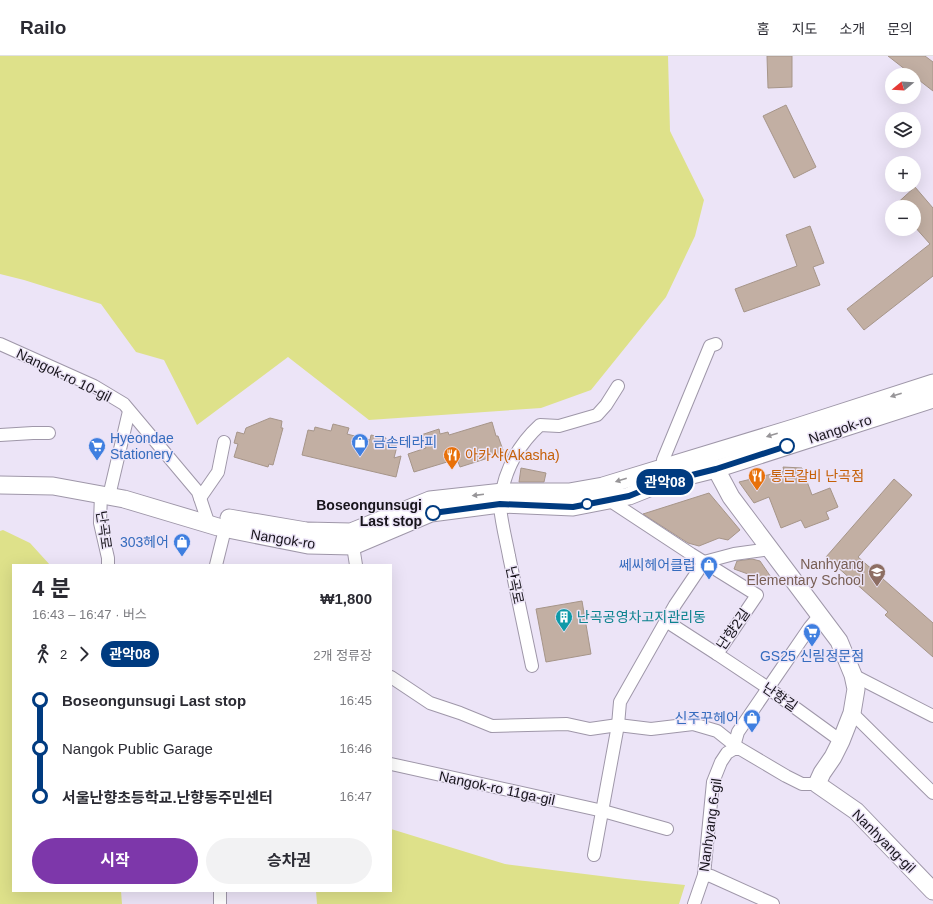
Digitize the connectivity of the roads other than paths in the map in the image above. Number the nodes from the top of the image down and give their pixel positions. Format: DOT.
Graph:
graph roads {
  1 [pos="0,344"];
  2 [pos="716,344"];
  3 [pos="933,383"];
  4 [pos="618,386"];
  5 [pos="933,399"];
  6 [pos="129,411"];
  7 [pos="49,433"];
  8 [pos="0,435"];
  9 [pos="224,442"];
  10 [pos="716,469"];
  11 [pos="0,475"];
  12 [pos="664,475"];
  13 [pos="0,485"];
  14 [pos="107,492"];
  15 [pos="200,498"];
  16 [pos="501,498"];
  17 [pos="609,500"];
  18 [pos="213,522"];
  19 [pos="353,546"];
  20 [pos="770,549"];
  21 [pos="704,562"];
  22 [pos="108,564"];
  23 [pos="216,564"];
  24 [pos="356,564"];
  25 [pos="820,615"];
  26 [pos="666,621"];
  27 [pos="717,654"];
  28 [pos="532,666"];
  29 [pos="853,675"];
  30 [pos="392,678"];
  31 [pos="768,688"];
  32 [pos="852,713"];
  33 [pos="933,716"];
  34 [pos="618,725"];
  35 [pos="841,741"];
  36 [pos="736,746"];
  37 [pos="392,764"];
  38 [pos="817,784"];
  39 [pos="933,793"];
  40 [pos="603,811"];
  41 [pos="667,829"];
  42 [pos="594,855"];
  43 [pos="704,875"];
  44 [pos="933,891"];
  45 [pos="220,892"];
  46 [pos="220,904"];
  47 [pos="694,904"];
  48 [pos="773,904"];
  1 -- 6 [label="street, Nangok-ro 10-gil"];
  2 -- 12 [label="street"];
  3 -- 12 [label="main road, Nangok-ro, one-way"];
  4 -- 16 [label="street"];
  5 -- 10 [label="main road, Nangok-ro"];
  6 -- 14 [label="street, 난곡로"];
  6 -- 15 [label="street, Nangok-ro 10-gil"];
  7 -- 8 [label="street"];
  9 -- 15 [label="street"];
  10 -- 12 [label="main road, Nangok-ro"];
  10 -- 20 [label="main road"];
  11 -- 14 [label="main road, Nangok-ro"];
  12 -- 16 [label="main road, Nangok-ro, one-way"];
  12 -- 17 [label="main road, Nangok-ro"];
  13 -- 14 [label="main road, Nangok-ro"];
  14 -- 18 [label="main road, Nangok-ro"];
  14 -- 22 [label="street, 난곡로"];
  15 -- 18 [label="street, Nangok-ro 10-gil"];
  16 -- 17 [label="main road, Nangok-ro"];
  16 -- 18 [label="main road, Nangok-ro, one-way"];
  16 -- 19 [label="main road, Nangok-ro"];
  16 -- 28 [label="street, 난곡로"];
  17 -- 21 [label="street"];
  18 -- 19 [label="main road, Nangok-ro"];
  18 -- 23 [label="street"];
  19 -- 24 [label="street"];
  20 -- 21 [label="street"];
  20 -- 25 [label="main road"];
  21 -- 26 [label="street"];
  21 -- 27 [label="street, 난향2길"];
  25 -- 29 [label="main road"];
  25 -- 31 [label="street"];
  26 -- 27 [label="street, 난향2길"];
  26 -- 34 [label="street"];
  27 -- 31 [label="street, 난향길"];
  29 -- 32 [label="main road"];
  29 -- 33 [label="street"];
  30 -- 34 [label="street"];
  31 -- 35 [label="street, 난향길"];
  31 -- 36 [label="street"];
  32 -- 35 [label="main road"];
  32 -- 39 [label="street"];
  34 -- 36 [label="street"];
  34 -- 40 [label="street"];
  35 -- 38 [label="main road"];
  36 -- 38 [label="street"];
  36 -- 43 [label="street, Nanhyang 6-gil"];
  37 -- 40 [label="street, Nangok-ro 11ga-gil"];
  38 -- 44 [label="main road, Nanhyang-gil"];
  40 -- 41 [label="street, Nangok-ro 11ga-gil"];
  40 -- 42 [label="street"];
  43 -- 47 [label="street, Nanhyang 6-gil"];
  43 -- 48 [label="street"];
  45 -- 46 [label="street"];
}
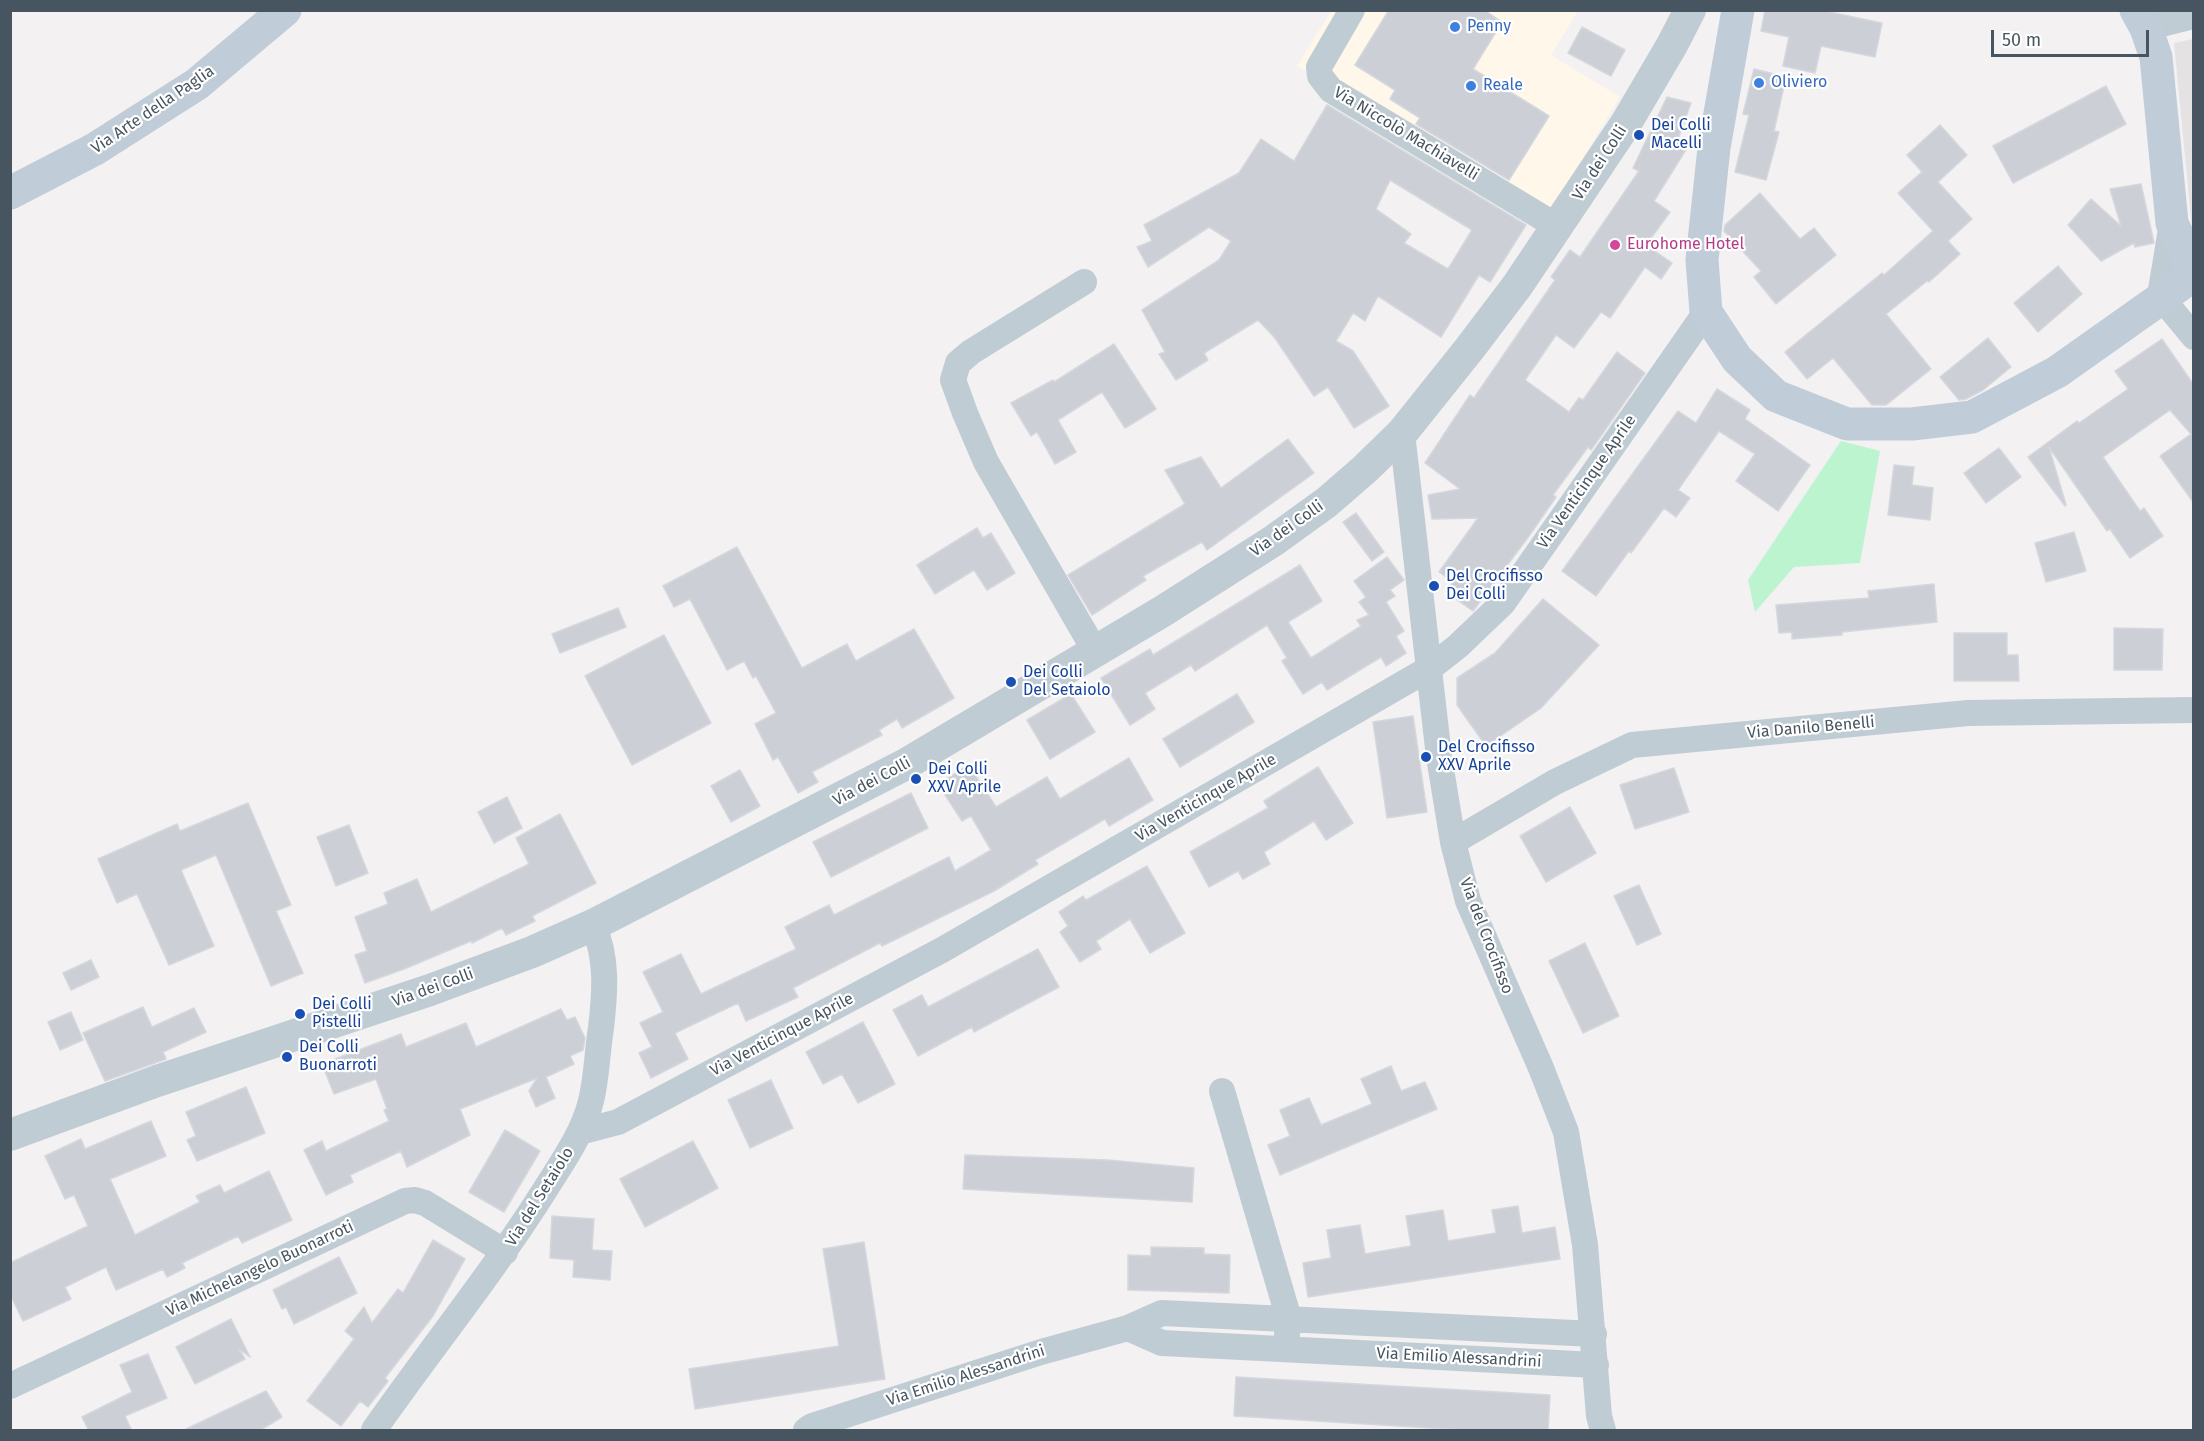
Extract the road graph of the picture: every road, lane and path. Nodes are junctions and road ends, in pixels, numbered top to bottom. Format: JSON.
{"nodes":[{"id":1,"x":285,"y":10,"type":"edge"},
{"id":2,"x":1352,"y":10,"type":"edge"},
{"id":3,"x":1675,"y":10,"type":"edge"},
{"id":4,"x":1690,"y":10,"type":"edge"},
{"id":5,"x":1738,"y":10,"type":"edge"},
{"id":6,"x":2193,"y":16,"type":"edge"},
{"id":7,"x":2141,"y":19,"type":"edge"},
{"id":8,"x":1672,"y":45,"type":"junction"},
{"id":9,"x":10,"y":193,"type":"edge"},
{"id":10,"x":2172,"y":223,"type":"junction"},
{"id":11,"x":1558,"y":227,"type":"junction"},
{"id":12,"x":2193,"y":270,"type":"edge"},
{"id":13,"x":2193,"y":275,"type":"edge"},
{"id":14,"x":1084,"y":282,"type":"dead end"},
{"id":15,"x":2160,"y":296,"type":"junction"},
{"id":16,"x":1706,"y":312,"type":"junction"},
{"id":17,"x":2193,"y":337,"type":"edge"},
{"id":18,"x":1402,"y":432,"type":"junction"},
{"id":19,"x":1095,"y":651,"type":"junction"},
{"id":20,"x":1430,"y":668,"type":"junction"},
{"id":21,"x":2193,"y":710,"type":"edge"},
{"id":22,"x":1453,"y":842,"type":"junction"},
{"id":23,"x":593,"y":925,"type":"junction"},
{"id":24,"x":1222,"y":1091,"type":"dead end"},
{"id":25,"x":580,"y":1132,"type":"junction"},
{"id":26,"x":10,"y":1135,"type":"edge"},
{"id":27,"x":505,"y":1252,"type":"junction"},
{"id":28,"x":1289,"y":1319,"type":"junction"},
{"id":29,"x":1128,"y":1328,"type":"junction"},
{"id":30,"x":1594,"y":1334,"type":"junction"},
{"id":31,"x":1286,"y":1349,"type":"junction"},
{"id":32,"x":1596,"y":1365,"type":"junction"},
{"id":33,"x":10,"y":1386,"type":"edge"},
{"id":34,"x":374,"y":1431,"type":"edge"},
{"id":35,"x":806,"y":1431,"type":"edge"},
{"id":36,"x":1603,"y":1431,"type":"edge"}],
"edges":[{"from":1,"to":9,"type":"main road","name":"Via Arte della Paglia"},
{"from":2,"to":11,"type":"street","name":"Via Niccolò Machiavelli"},
{"from":3,"to":8,"type":"street"},
{"from":4,"to":8,"type":"street","name":"Via dei Colli"},
{"from":5,"to":16,"type":"main road"},
{"from":6,"to":7,"type":"street"},
{"from":7,"to":10,"type":"main road"},
{"from":8,"to":11,"type":"street","name":"Via dei Colli"},
{"from":10,"to":12,"type":"main road"},
{"from":10,"to":15,"type":"street"},
{"from":11,"to":18,"type":"street","name":"Via dei Colli"},
{"from":13,"to":15,"type":"main road"},
{"from":14,"to":19,"type":"street"},
{"from":15,"to":16,"type":"main road"},
{"from":15,"to":17,"type":"street"},
{"from":16,"to":20,"type":"street","name":"Via Venticinque Aprile"},
{"from":18,"to":19,"type":"street","name":"Via dei Colli"},
{"from":18,"to":20,"type":"street","name":"Via del Crocifisso"},
{"from":19,"to":23,"type":"street","name":"Via dei Colli"},
{"from":20,"to":22,"type":"street","name":"Via del Crocifisso"},
{"from":20,"to":25,"type":"street","name":"Via Venticinque Aprile"},
{"from":21,"to":22,"type":"street","name":"Via Danilo Benelli"},
{"from":22,"to":30,"type":"street","name":"Via del Crocifisso"},
{"from":23,"to":25,"type":"street","name":"Via del Setaiolo"},
{"from":23,"to":26,"type":"street","name":"Via dei Colli"},
{"from":24,"to":28,"type":"street"},
{"from":25,"to":27,"type":"street","name":"Via del Setaiolo"},
{"from":27,"to":33,"type":"street","name":"Via Michelangelo Buonarroti"},
{"from":27,"to":34,"type":"street","name":"Via del Setaiolo"},
{"from":28,"to":29,"type":"street","name":"Via Emilio Alessandrini"},
{"from":28,"to":30,"type":"street","name":"Via Emilio Alessandrini"},
{"from":28,"to":31,"type":"street"},
{"from":29,"to":31,"type":"street","name":"Via Emilio Alessandrini"},
{"from":29,"to":35,"type":"street","name":"Via Emilio Alessandrini"},
{"from":30,"to":32,"type":"street","name":"Via del Crocifisso"},
{"from":31,"to":32,"type":"street","name":"Via Emilio Alessandrini"},
{"from":32,"to":36,"type":"street","name":"Via del Crocifisso"}]}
§
• **WHAT IS EXPECTED**
Looking at the data above, show all lines where the word "Nanhyang" occurs.

• **RESPONSE BOX**
  36 -- 43 [label="street, Nanhyang 6-gil"];
  38 -- 44 [label="main road, Nanhyang-gil"];
  43 -- 47 [label="street, Nanhyang 6-gil"];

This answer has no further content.